- From: Adam Barth <w3c@adambarth.com>
- Date: Mon, 23 Feb 2009 11:46:25 -0800
- To: Eran Hammer-Lahav <eran@hueniverse.com>
- Cc: Breno de Medeiros <breno@google.com>, Ben Laurie <benl@google.com>, Mark Nottingham <mnot@mnot.net>, "www-talk@w3.org" <www-talk@w3.org>
On Mon, Feb 23, 2009 at 10:26 AM, Eran Hammer-Lahav <eran@hueniverse.com> wrote: > It is pretty irresponsible to talk about 'security' as if there is a well established standard > applicable for the web as a whole. These security issues are real in the sense that there are actual servers in the world which will or will not be hackable based on the decisions we make. > HTTP, as in RFC 2616, isn't secure at all.
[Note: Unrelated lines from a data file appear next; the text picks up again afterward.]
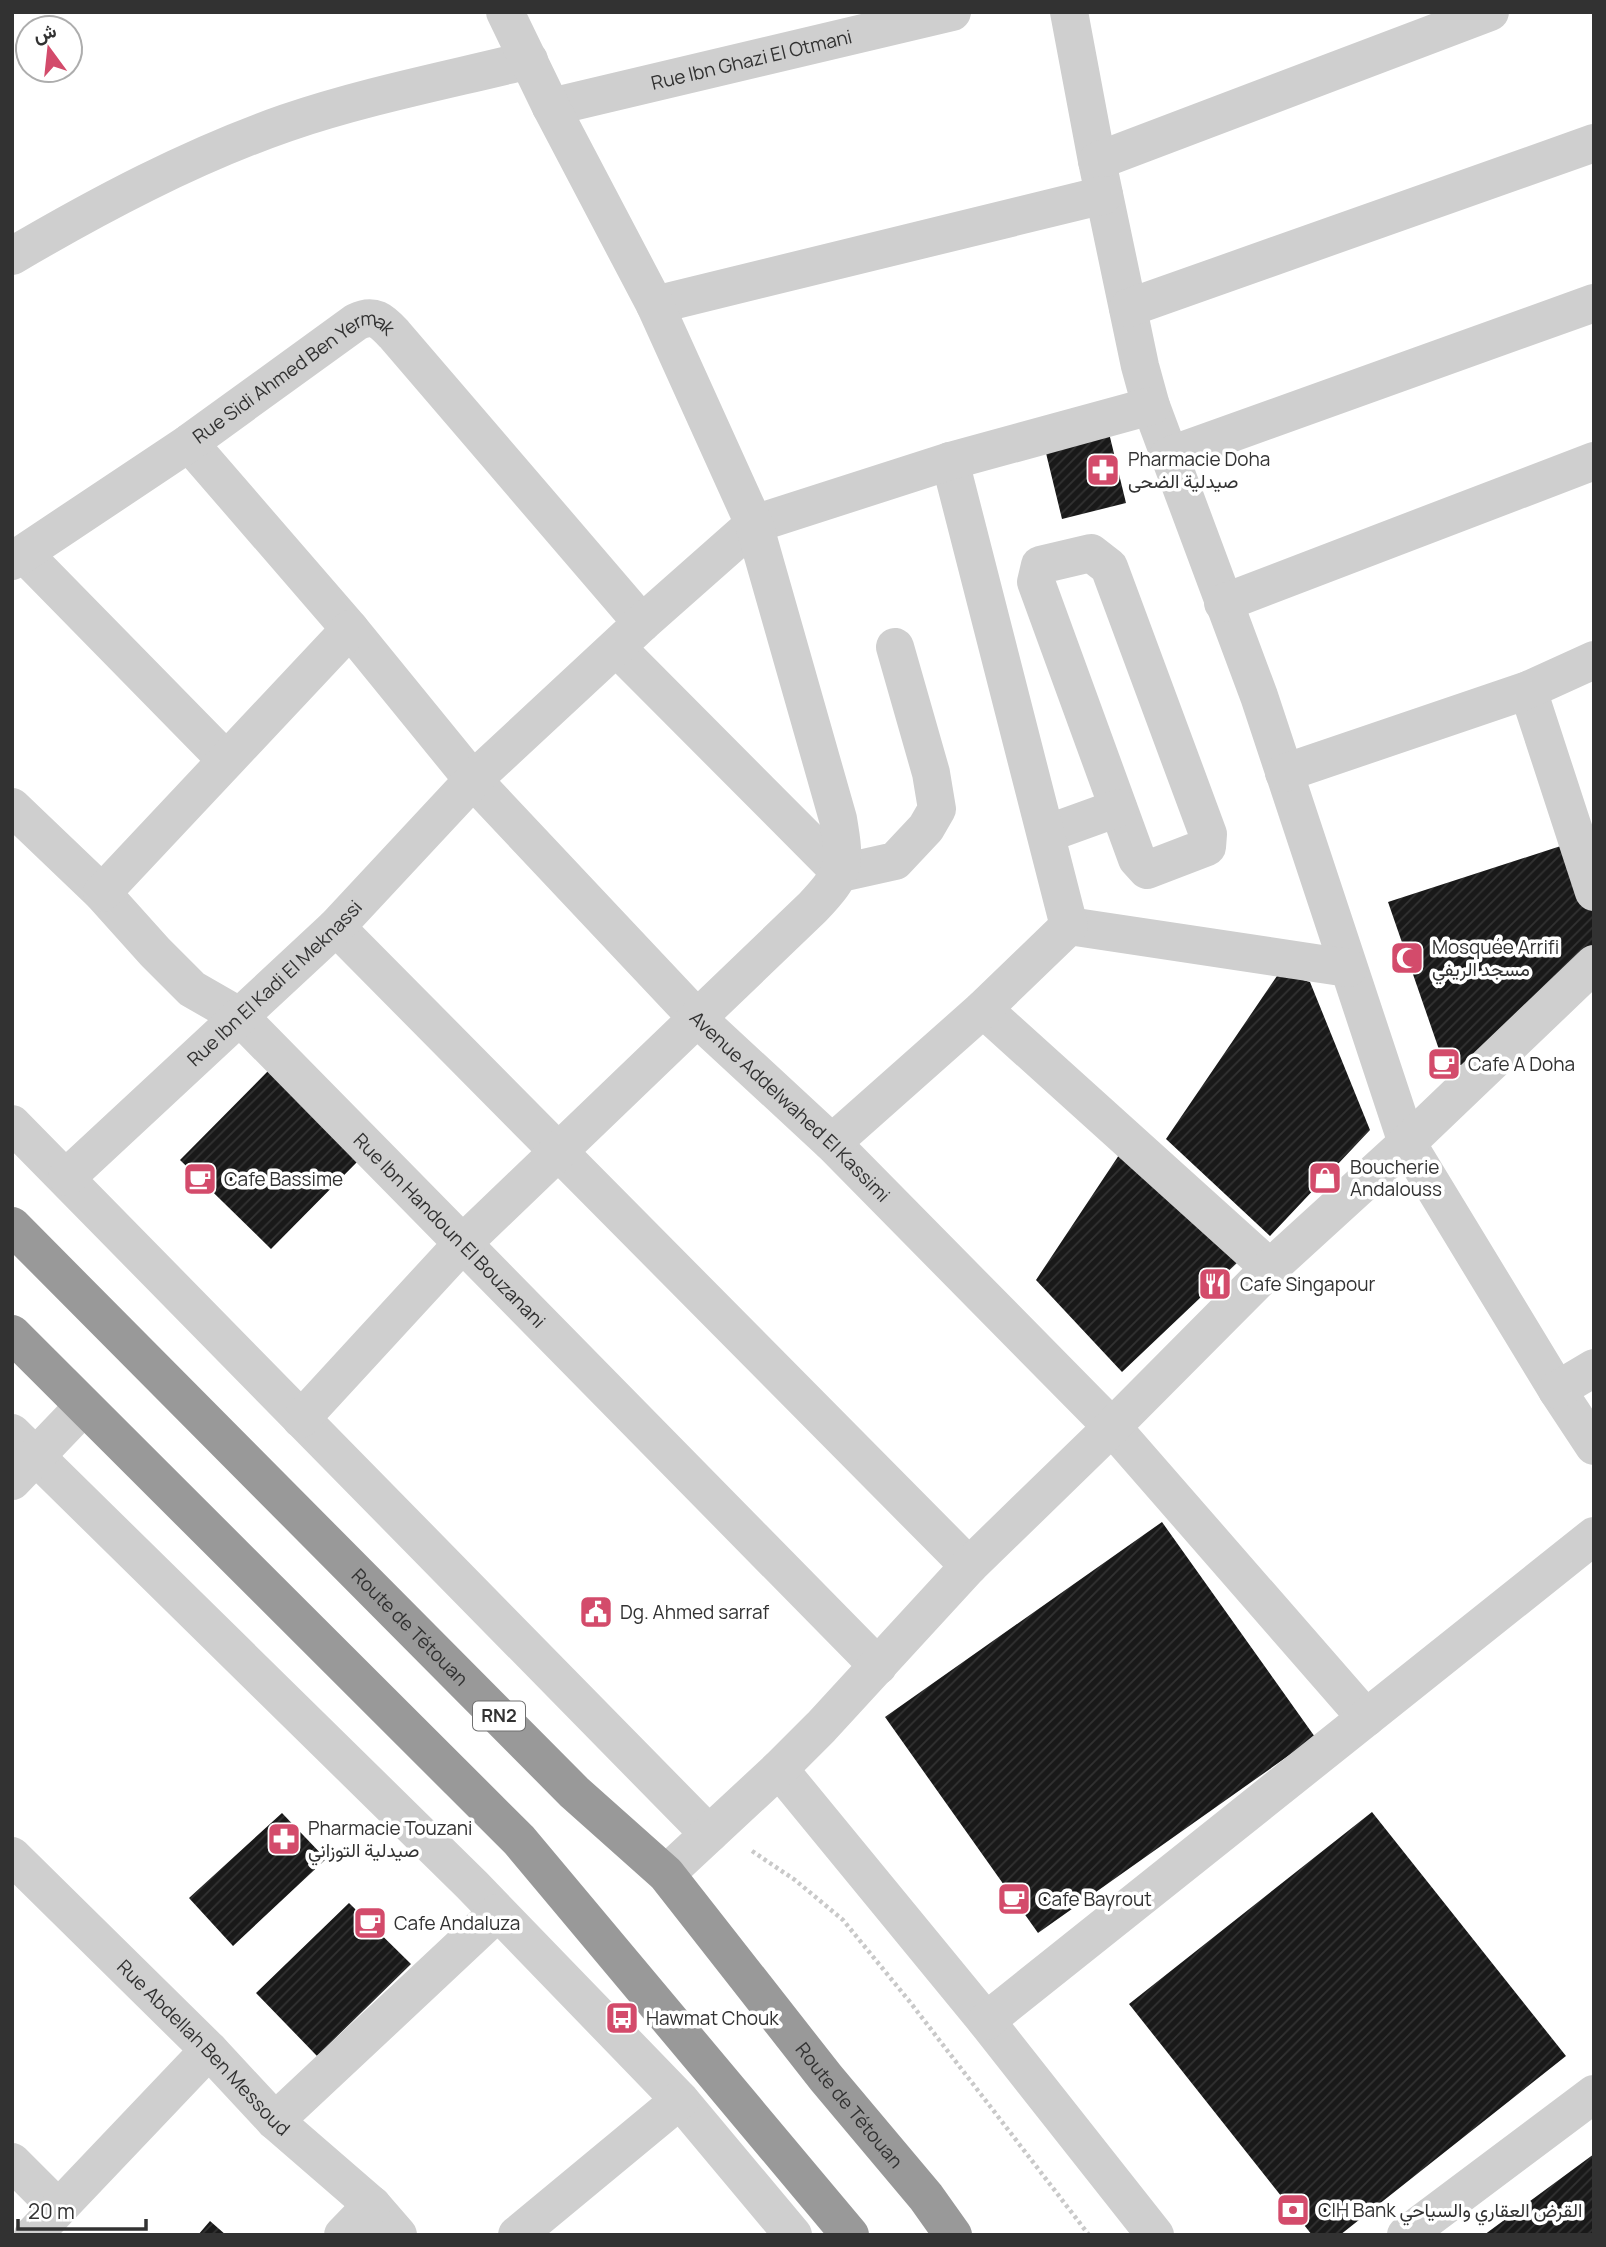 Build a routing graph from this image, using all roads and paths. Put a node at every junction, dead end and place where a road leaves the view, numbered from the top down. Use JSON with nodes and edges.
{"nodes":[{"id":1,"x":505,"y":12,"type":"edge"},
{"id":2,"x":952,"y":12,"type":"edge"},
{"id":3,"x":1490,"y":12,"type":"edge"},
{"id":4,"x":1075,"y":14,"type":"edge"},
{"id":5,"x":529,"y":60,"type":"junction"},
{"id":6,"x":551,"y":107,"type":"junction"},
{"id":7,"x":1594,"y":142,"type":"edge"},
{"id":8,"x":1101,"y":178,"type":"junction"},
{"id":9,"x":12,"y":256,"type":"edge"},
{"id":10,"x":1594,"y":303,"type":"edge"},
{"id":11,"x":655,"y":305,"type":"junction"},
{"id":12,"x":1128,"y":308,"type":"junction"},
{"id":13,"x":1151,"y":406,"type":"junction"},
{"id":14,"x":189,"y":443,"type":"junction"},
{"id":15,"x":1168,"y":456,"type":"junction"},
{"id":16,"x":950,"y":461,"type":"junction"},
{"id":17,"x":1594,"y":461,"type":"edge"},
{"id":18,"x":754,"y":524,"type":"junction"},
{"id":19,"x":18,"y":558,"type":"edge"},
{"id":20,"x":1223,"y":603,"type":"junction"},
{"id":21,"x":350,"y":629,"type":"junction"},
{"id":22,"x":630,"y":636,"type":"junction"},
{"id":23,"x":895,"y":648,"type":"dead end"},
{"id":24,"x":1594,"y":660,"type":"edge"},
{"id":25,"x":1528,"y":690,"type":"junction"},
{"id":26,"x":226,"y":760,"type":"junction"},
{"id":27,"x":1284,"y":773,"type":"junction"},
{"id":28,"x":473,"y":780,"type":"junction"},
{"id":29,"x":12,"y":807,"type":"edge"},
{"id":30,"x":1118,"y":808,"type":"junction"},
{"id":31,"x":1045,"y":834,"type":"junction"},
{"id":32,"x":841,"y":873,"type":"junction"},
{"id":33,"x":1594,"y":892,"type":"edge"},
{"id":34,"x":102,"y":894,"type":"junction"},
{"id":35,"x":1069,"y":926,"type":"junction"},
{"id":36,"x":336,"y":927,"type":"junction"},
{"id":37,"x":1594,"y":964,"type":"edge"},
{"id":38,"x":1348,"y":968,"type":"junction"},
{"id":39,"x":983,"y":1009,"type":"junction"},
{"id":40,"x":239,"y":1016,"type":"junction"},
{"id":41,"x":698,"y":1018,"type":"junction"},
{"id":42,"x":12,"y":1124,"type":"edge"},
{"id":43,"x":832,"y":1143,"type":"junction"},
{"id":44,"x":1408,"y":1143,"type":"junction"},
{"id":45,"x":557,"y":1152,"type":"junction"},
{"id":46,"x":66,"y":1177,"type":"junction"},
{"id":47,"x":12,"y":1226,"type":"edge"},
{"id":48,"x":463,"y":1244,"type":"junction"},
{"id":49,"x":1270,"y":1268,"type":"junction"},
{"id":50,"x":12,"y":1334,"type":"edge"},
{"id":51,"x":1594,"y":1368,"type":"edge"},
{"id":52,"x":1557,"y":1390,"type":"junction"},
{"id":53,"x":83,"y":1407,"type":"junction"},
{"id":54,"x":301,"y":1419,"type":"junction"},
{"id":55,"x":1112,"y":1427,"type":"junction"},
{"id":56,"x":1594,"y":1446,"type":"edge"},
{"id":57,"x":20,"y":1456,"type":"edge"},
{"id":58,"x":1594,"y":1536,"type":"edge"},
{"id":59,"x":969,"y":1566,"type":"junction"},
{"id":60,"x":878,"y":1666,"type":"junction"},
{"id":61,"x":1366,"y":1718,"type":"junction"},
{"id":62,"x":779,"y":1769,"type":"junction"},
{"id":63,"x":709,"y":1834,"type":"junction"},
{"id":64,"x":12,"y":1856,"type":"edge"},
{"id":65,"x":666,"y":1874,"type":"junction"},
{"id":66,"x":497,"y":1913,"type":"junction"},
{"id":67,"x":986,"y":2021,"type":"junction"},
{"id":68,"x":209,"y":2050,"type":"junction"},
{"id":69,"x":1594,"y":2094,"type":"edge"},
{"id":70,"x":680,"y":2100,"type":"junction"},
{"id":71,"x":275,"y":2121,"type":"junction"},
{"id":72,"x":12,"y":2162,"type":"edge"},
{"id":73,"x":372,"y":2205,"type":"junction"},
{"id":74,"x":45,"y":2222,"type":"edge"},
{"id":75,"x":343,"y":2235,"type":"edge"},
{"id":76,"x":398,"y":2235,"type":"edge"},
{"id":77,"x":517,"y":2235,"type":"edge"},
{"id":78,"x":793,"y":2235,"type":"edge"},
{"id":79,"x":850,"y":2235,"type":"edge"},
{"id":80,"x":953,"y":2235,"type":"edge"},
{"id":81,"x":1089,"y":2235,"type":"edge"},
{"id":82,"x":1155,"y":2235,"type":"edge"},
{"id":83,"x":1406,"y":2235,"type":"edge"}],
"edges":[{"from":1,"to":5,"type":"street"},
{"from":2,"to":6,"type":"street","name":"Rue Ibn Ghazi El Otmani"},
{"from":3,"to":8,"type":"street"},
{"from":4,"to":8,"type":"street"},
{"from":5,"to":6,"type":"street"},
{"from":5,"to":9,"type":"street"},
{"from":6,"to":11,"type":"street"},
{"from":7,"to":12,"type":"street"},
{"from":8,"to":11,"type":"street"},
{"from":8,"to":12,"type":"street"},
{"from":10,"to":15,"type":"street"},
{"from":11,"to":18,"type":"street"},
{"from":12,"to":13,"type":"street"},
{"from":13,"to":15,"type":"street"},
{"from":13,"to":16,"type":"street"},
{"from":14,"to":19,"type":"street","name":"Rue Sidi Ahmed Ben Yermak"},
{"from":14,"to":21,"type":"street"},
{"from":14,"to":22,"type":"street","name":"Rue Sidi Ahmed Ben Yermak"},
{"from":15,"to":20,"type":"street"},
{"from":16,"to":18,"type":"street"},
{"from":16,"to":31,"type":"street"},
{"from":17,"to":20,"type":"street"},
{"from":18,"to":22,"type":"street","name":"Rue Ibn El Kadi El Meknassi"},
{"from":18,"to":32,"type":"street"},
{"from":19,"to":26,"type":"street"},
{"from":20,"to":27,"type":"street"},
{"from":21,"to":26,"type":"street"},
{"from":21,"to":28,"type":"street"},
{"from":22,"to":28,"type":"street","name":"Rue Ibn El Kadi El Meknassi"},
{"from":22,"to":32,"type":"street"},
{"from":23,"to":32,"type":"street"},
{"from":24,"to":25,"type":"street"},
{"from":25,"to":27,"type":"street"},
{"from":25,"to":33,"type":"street"},
{"from":26,"to":34,"type":"street"},
{"from":27,"to":38,"type":"street"},
{"from":28,"to":36,"type":"street","name":"Rue Ibn El Kadi El Meknassi"},
{"from":28,"to":41,"type":"street","name":"Avenue Addelwahed El Kassimi"},
{"from":29,"to":34,"type":"street","name":"Rue Ibn Handoun El Bouzanani"},
{"from":30,"to":30,"type":"street"},
{"from":30,"to":31,"type":"street"},
{"from":31,"to":35,"type":"street"},
{"from":32,"to":41,"type":"street"},
{"from":34,"to":40,"type":"street","name":"Rue Ibn Handoun El Bouzanani"},
{"from":35,"to":38,"type":"street"},
{"from":35,"to":39,"type":"street"},
{"from":36,"to":40,"type":"street","name":"Rue Ibn El Kadi El Meknassi"},
{"from":36,"to":45,"type":"street"},
{"from":37,"to":44,"type":"street"},
{"from":38,"to":44,"type":"street"},
{"from":39,"to":43,"type":"street"},
{"from":39,"to":49,"type":"street"},
{"from":40,"to":46,"type":"street","name":"Rue Ibn El Kadi El Meknassi"},
{"from":40,"to":48,"type":"street","name":"Rue Ibn Handoun El Bouzanani"},
{"from":41,"to":43,"type":"street","name":"Avenue Addelwahed El Kassimi"},
{"from":41,"to":45,"type":"street"},
{"from":42,"to":46,"type":"street"},
{"from":43,"to":55,"type":"street","name":"Avenue Addelwahed El Kassimi"},
{"from":44,"to":49,"type":"street"},
{"from":44,"to":52,"type":"street"},
{"from":45,"to":48,"type":"street"},
{"from":45,"to":59,"type":"street"},
{"from":46,"to":54,"type":"street"},
{"from":47,"to":65,"type":"highway","name":"Route de Tétouan","number":"RN2"},
{"from":48,"to":54,"type":"street"},
{"from":48,"to":60,"type":"street","name":"Rue Ibn Handoun El Bouzanani"},
{"from":49,"to":55,"type":"street"},
{"from":50,"to":53,"type":"highway"},
{"from":51,"to":52,"type":"street"},
{"from":52,"to":56,"type":"street"},
{"from":53,"to":57,"type":"street"},
{"from":53,"to":79,"type":"highway"},
{"from":54,"to":63,"type":"street"},
{"from":55,"to":59,"type":"street"},
{"from":55,"to":61,"type":"street","name":"Avenue Addelwahed El Kassimi"},
{"from":57,"to":66,"type":"street"},
{"from":58,"to":61,"type":"street"},
{"from":59,"to":60,"type":"street"},
{"from":60,"to":62,"type":"street"},
{"from":61,"to":67,"type":"street"},
{"from":62,"to":63,"type":"street"},
{"from":62,"to":67,"type":"street"},
{"from":63,"to":65,"type":"street"},
{"from":63,"to":81,"type":"path"},
{"from":64,"to":68,"type":"street","name":"Rue Abdellah Ben Messoud"},
{"from":65,"to":80,"type":"highway","name":"Route de Tétouan","number":"RN2"},
{"from":66,"to":70,"type":"street"},
{"from":66,"to":71,"type":"street"},
{"from":67,"to":82,"type":"street"},
{"from":68,"to":71,"type":"street","name":"Rue Abdellah Ben Messoud"},
{"from":68,"to":74,"type":"street"},
{"from":69,"to":83,"type":"street"},
{"from":70,"to":77,"type":"street"},
{"from":70,"to":78,"type":"street"},
{"from":71,"to":73,"type":"street","name":"Rue Abdellah Ben Messoud"},
{"from":72,"to":74,"type":"street"},
{"from":73,"to":75,"type":"street"},
{"from":73,"to":76,"type":"street","name":"Rue Abdellah Ben Messoud"}]}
Even 2617 doesn't make things significantly > better. Your entire approach is based on a very narrow viewpoint, biased by worries about > known exploits specific to browsers. I disagree. I can use redirects to own tinyurl.com's host-meta store regardless of the existence of any Web browsers. > None of my use cases for host-meta even remotely care about browsers. Are you > suggesting we revise HTTP to make it secure? I'm suggesting that the world is full of legacy servers. If we fail to consider how these legacy servers interact with new proposals, we will introduce new vulnerabilities into those servers. > /host-meta offers a simple mechanism to register metadata links. If you have specific > application security needs, you need to address them at the appropriate level, that is, > the application. If more than one application has the same needs, they can come > together and propose a security extension of the /host-meta spec. Not supporting redirects > is one such idea (though I find it utterly useless for security). I think its more likely that folks that require security will ignore host-meta an invent their own metadata store. > But just for fun, how is a redirect any less secure than changing the content of the > /host-meta document at its original URI? I don't have the ability to change the host-meta document at tinyurl.com. I do have the ability to add a redirect from /host-meta to a URL I control. Prior to host-meta, this is not a vulnerability in tinyurl. > Either you know the host-meta file you found is what the host-owner intended or you > don't. HTTP (which is really the only tool we are using here) doesn't offer you any such > assurances. Reality is not as binary as you imply. There are a spectrum of threat models corresponding to different attacker abilities. Following redirects lets weaker attackers compromise host-meta, adding yet another paper cut to the insecurity of host-meta. Adam
Received on Monday, 23 February 2009 19:47:00 UTC